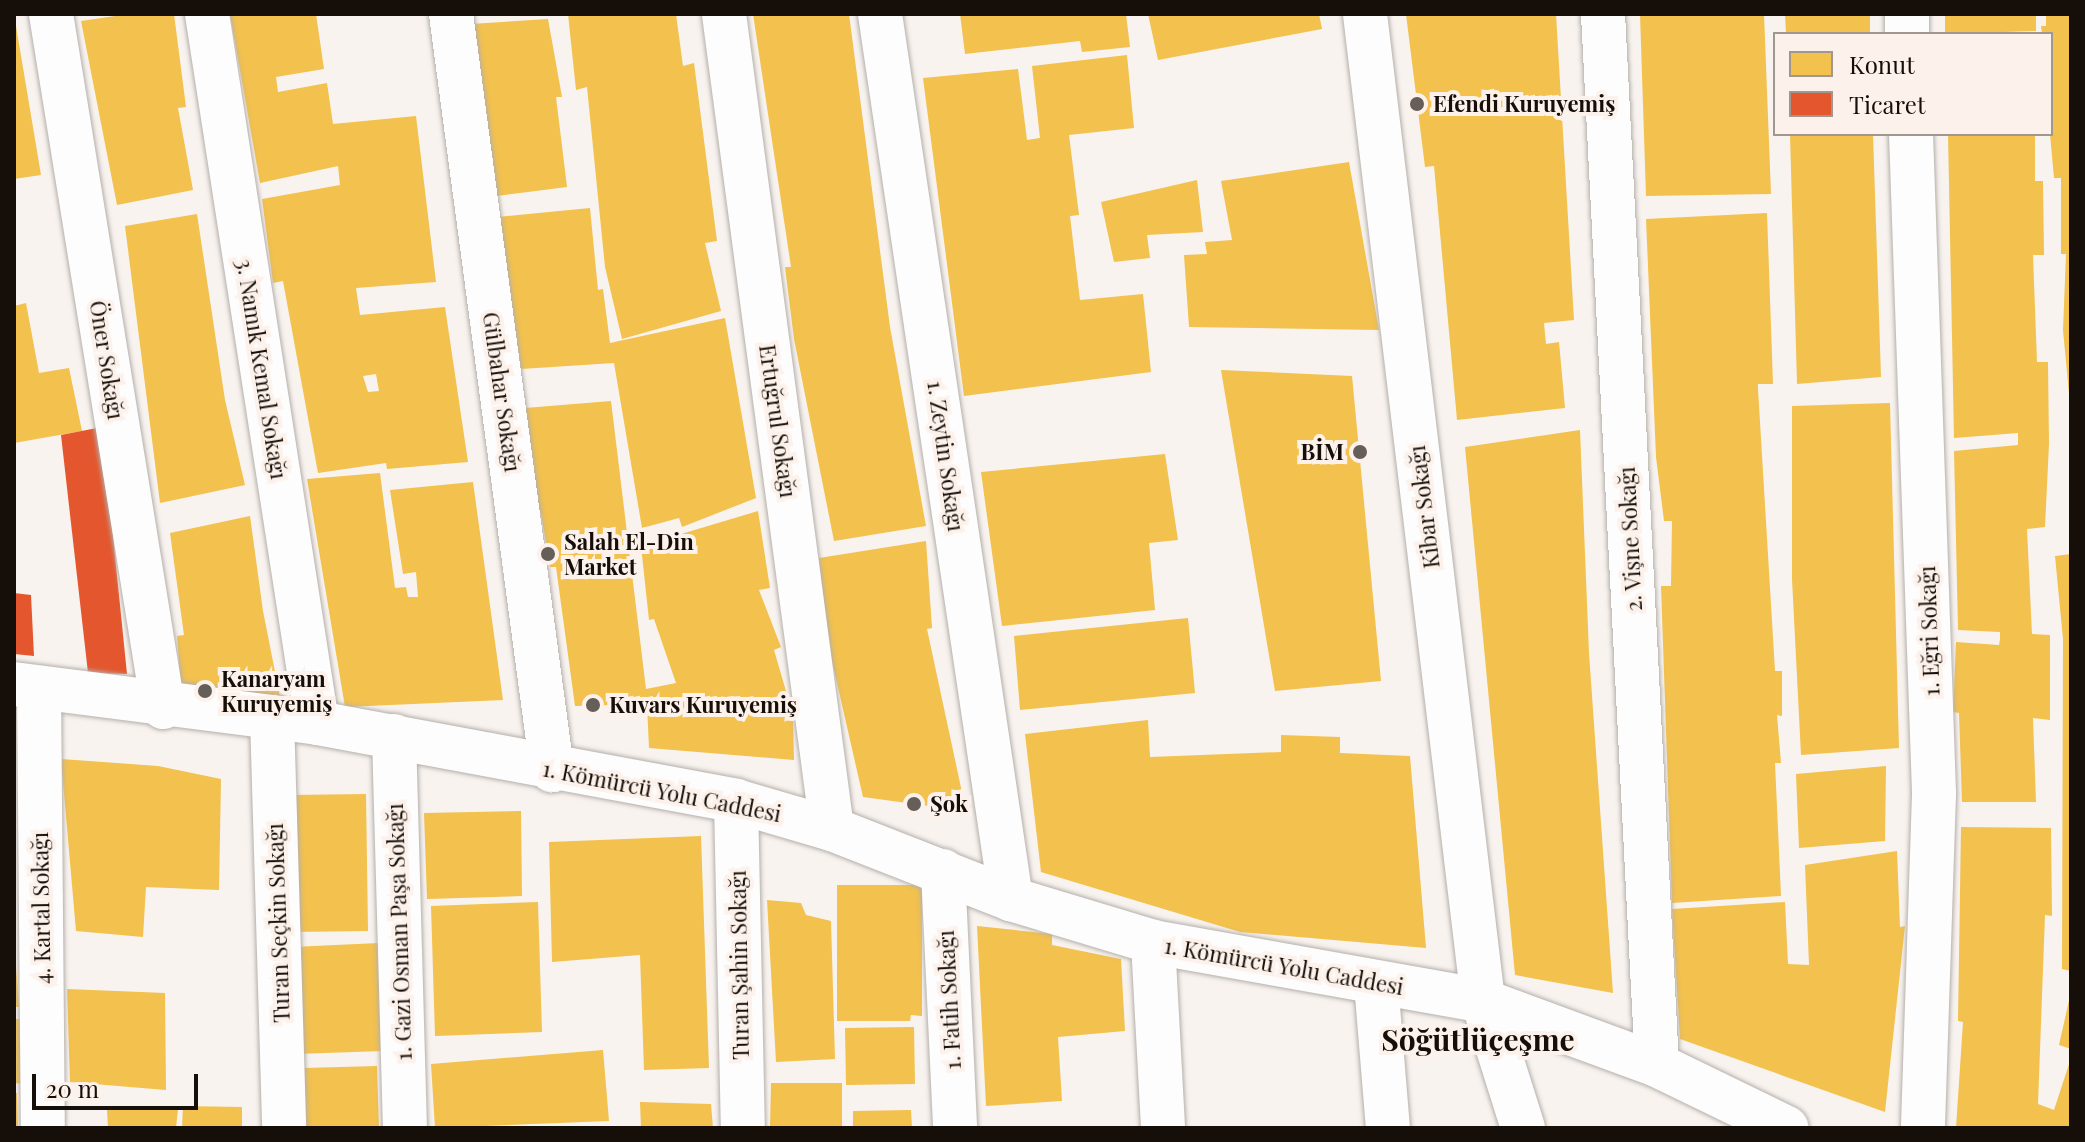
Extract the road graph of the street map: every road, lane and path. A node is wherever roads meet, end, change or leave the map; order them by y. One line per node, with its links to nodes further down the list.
1 (51, 14): 10 (street, Öner Sokağı)
2 (207, 14): 12 (street, 3. Namık Kemal Sokağı)
3 (451, 14): 14 (street, Gülbahar Sokağı)
4 (724, 14): 16 (street, Ertuğrul Sokağı)
5 (880, 14): 18 (street, 1. Zeytin Sokağı)
6 (1365, 14): 21 (street, Kibar Sokağı)
7 (1603, 14): 22 (street, 2. Vişne Sokağı)
8 (1911, 136): 32 (street, 1. Eğri Sokağı)
9 (26, 686): 10 (street, 1. Kömürcü Yolu Caddesi); 23 (street, 4. Kartal Sokağı)
10 (163, 707): 11 (street, 1. Kömürcü Yolu Caddesi)
11 (272, 717): 12 (street, 1. Kömürcü Yolu Caddesi); 24 (street, Turan Seçkin Sokağı)
12 (317, 723): 13 (street, 1. Kömürcü Yolu Caddesi)
13 (394, 736): 14 (street, 1. Kömürcü Yolu Caddesi); 25 (street, 1. Gazi Osman Paşa Sokağı)
14 (552, 770): 15 (street, 1. Kömürcü Yolu Caddesi)
15 (736, 801): 16 (street, 1. Kömürcü Yolu Caddesi); 26 (street, Turan Şahin Sokağı)
16 (832, 829): 17 (street, 1. Kömürcü Yolu Caddesi)
17 (943, 871): 18 (street, 1. Kömürcü Yolu Caddesi); 27 (street, 1. Fatih Sokağı)
18 (1011, 899): 19 (street, 1. Kömürcü Yolu Caddesi)
19 (1153, 942): 20 (street, 1. Kömürcü Yolu Caddesi); 28 (street)
20 (1376, 983): 21 (street, 1. Kömürcü Yolu Caddesi); 29 (street)
21 (1483, 1001): 22 (street, 1. Kömürcü Yolu Caddesi); 30 (street, Kibar Sokağı)
22 (1657, 1065): 31 (street, 1. Kömürcü Yolu Caddesi)
23 (43, 1128)
24 (284, 1128)
25 (405, 1128)
26 (743, 1128)
27 (955, 1128)
28 (1163, 1128)
29 (1388, 1128)
30 (1523, 1128)
31 (1787, 1128)
32 (1923, 1128)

◆ **Your objective**
Without any of the pictures, repeat the entries above word for word.

◆ **Solution to this task**
Extract the road graph of the street map: every road, lane and path. A node is wherever roads meet, end, change or leave the map; order them by y. One line per node, with its links to nodes further down the list.
1 (51, 14): 10 (street, Öner Sokağı)
2 (207, 14): 12 (street, 3. Namık Kemal Sokağı)
3 (451, 14): 14 (street, Gülbahar Sokağı)
4 (724, 14): 16 (street, Ertuğrul Sokağı)
5 (880, 14): 18 (street, 1. Zeytin Sokağı)
6 (1365, 14): 21 (street, Kibar Sokağı)
7 (1603, 14): 22 (street, 2. Vişne Sokağı)
8 (1911, 136): 32 (street, 1. Eğri Sokağı)
9 (26, 686): 10 (street, 1. Kömürcü Yolu Caddesi); 23 (street, 4. Kartal Sokağı)
10 (163, 707): 11 (street, 1. Kömürcü Yolu Caddesi)
11 (272, 717): 12 (street, 1. Kömürcü Yolu Caddesi); 24 (street, Turan Seçkin Sokağı)
12 (317, 723): 13 (street, 1. Kömürcü Yolu Caddesi)
13 (394, 736): 14 (street, 1. Kömürcü Yolu Caddesi); 25 (street, 1. Gazi Osman Paşa Sokağı)
14 (552, 770): 15 (street, 1. Kömürcü Yolu Caddesi)
15 (736, 801): 16 (street, 1. Kömürcü Yolu Caddesi); 26 (street, Turan Şahin Sokağı)
16 (832, 829): 17 (street, 1. Kömürcü Yolu Caddesi)
17 (943, 871): 18 (street, 1. Kömürcü Yolu Caddesi); 27 (street, 1. Fatih Sokağı)
18 (1011, 899): 19 (street, 1. Kömürcü Yolu Caddesi)
19 (1153, 942): 20 (street, 1. Kömürcü Yolu Caddesi); 28 (street)
20 (1376, 983): 21 (street, 1. Kömürcü Yolu Caddesi); 29 (street)
21 (1483, 1001): 22 (street, 1. Kömürcü Yolu Caddesi); 30 (street, Kibar Sokağı)
22 (1657, 1065): 31 (street, 1. Kömürcü Yolu Caddesi)
23 (43, 1128)
24 (284, 1128)
25 (405, 1128)
26 (743, 1128)
27 (955, 1128)
28 (1163, 1128)
29 (1388, 1128)
30 (1523, 1128)
31 (1787, 1128)
32 (1923, 1128)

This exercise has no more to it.